• EXERCISE REQUIREMENTS: Reproduce the entries exactly, beginning with the line containing "pinky pip: (753, 746)" and ending with their last line, both included.
*** GIVEN ENTRIES
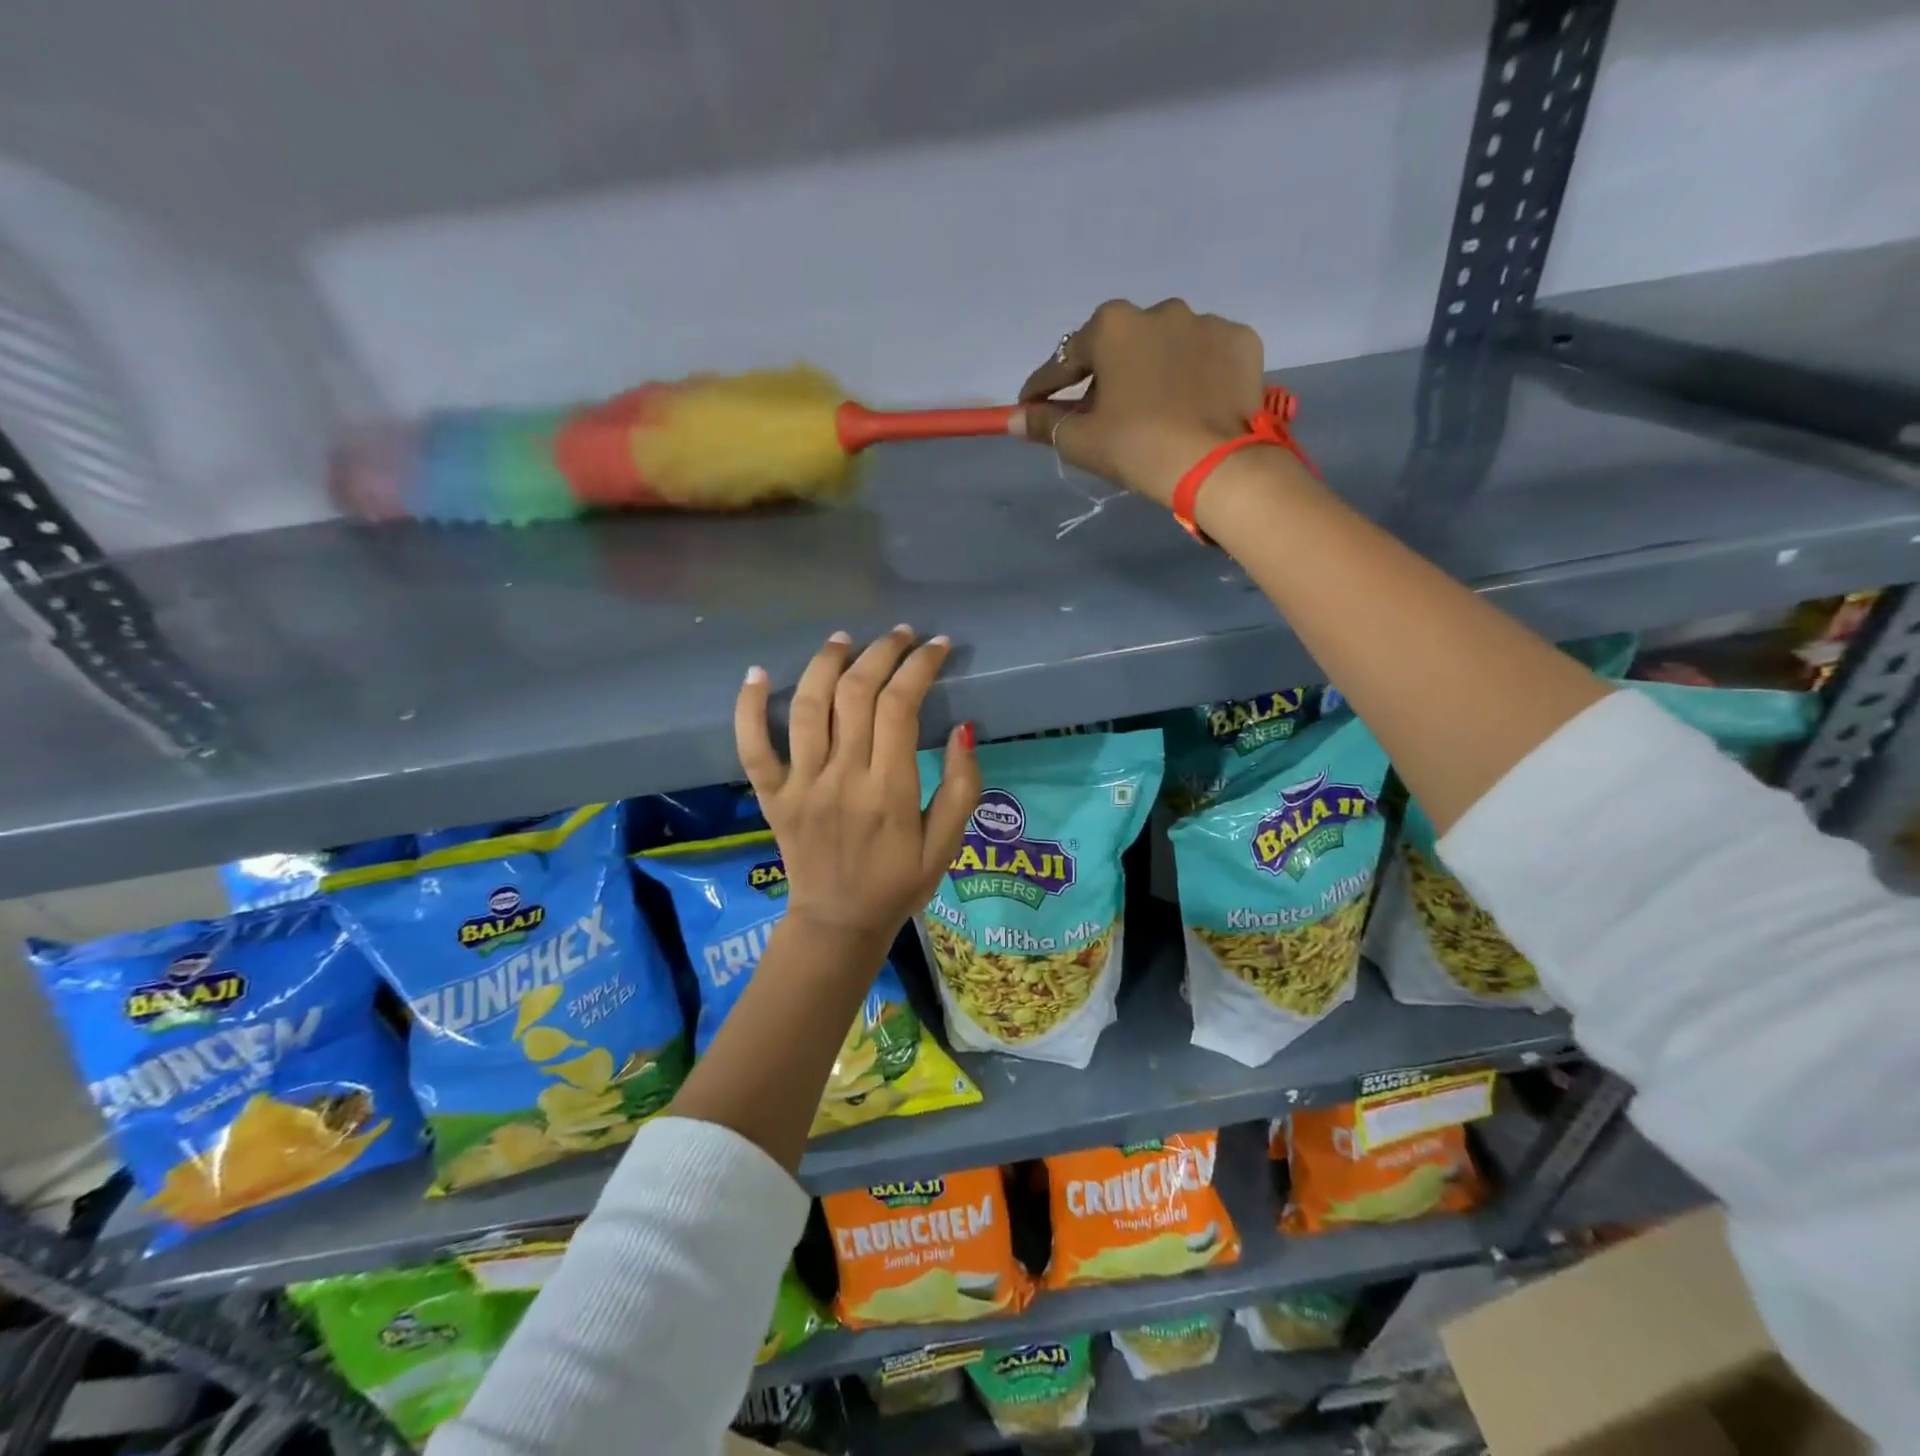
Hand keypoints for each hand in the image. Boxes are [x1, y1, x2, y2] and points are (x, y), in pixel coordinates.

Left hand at [735, 627, 980, 950]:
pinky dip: (749, 707)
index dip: (919, 666)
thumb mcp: (947, 845)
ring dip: (826, 663)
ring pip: (808, 706)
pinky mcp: (772, 795)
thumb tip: (962, 729)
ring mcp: (800, 785)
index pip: (901, 706)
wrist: (838, 924)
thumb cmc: (899, 884)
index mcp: (889, 791)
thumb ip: (960, 788)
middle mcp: (842, 778)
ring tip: (845, 639)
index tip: (937, 646)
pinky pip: (753, 746)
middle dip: (881, 653)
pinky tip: (757, 673)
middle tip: (899, 635)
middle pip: (856, 694)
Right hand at [1016, 298, 1266, 506]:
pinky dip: (1192, 375)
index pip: (1066, 360)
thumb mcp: (1081, 441)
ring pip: (1164, 347)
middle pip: (1118, 347)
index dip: (1044, 386)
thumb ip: (1044, 424)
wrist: (1217, 465)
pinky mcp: (1240, 342)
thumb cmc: (1137, 447)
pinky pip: (1204, 356)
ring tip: (1150, 409)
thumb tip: (1012, 419)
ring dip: (1150, 371)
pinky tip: (1189, 403)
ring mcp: (1205, 322)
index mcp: (1113, 327)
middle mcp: (1159, 310)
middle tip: (1096, 412)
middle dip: (1102, 376)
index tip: (1032, 404)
******
• RESULT FOR THIS EXERCISE:
pinky pip: (753, 746)
middle dip: (881, 653)
pinky tip: (757, 673)
middle tip: (899, 635)
middle pip: (856, 694)
Right hand at [1016, 298, 1266, 506]:
pinky dip: (1192, 375)
index pip: (1066, 360)
thumb mcp: (1081, 441)
ring pip: (1164, 347)
middle pip: (1118, 347)
index dip: (1044, 386)
thumb ip: (1044, 424)
wrist: (1217, 465)
pinky mcp: (1240, 342)
thumb cmc: (1137, 447)
pinky pip: (1204, 356)
ring tip: (1150, 409)
thumb tip: (1012, 419)
ring dip: (1150, 371)
pinky tip: (1189, 403)
ring mcp: (1205, 322)
index mcp: (1113, 327)
middle mcp: (1159, 310)
middle tip: (1096, 412)
middle dip: (1102, 376)
index tip: (1032, 404)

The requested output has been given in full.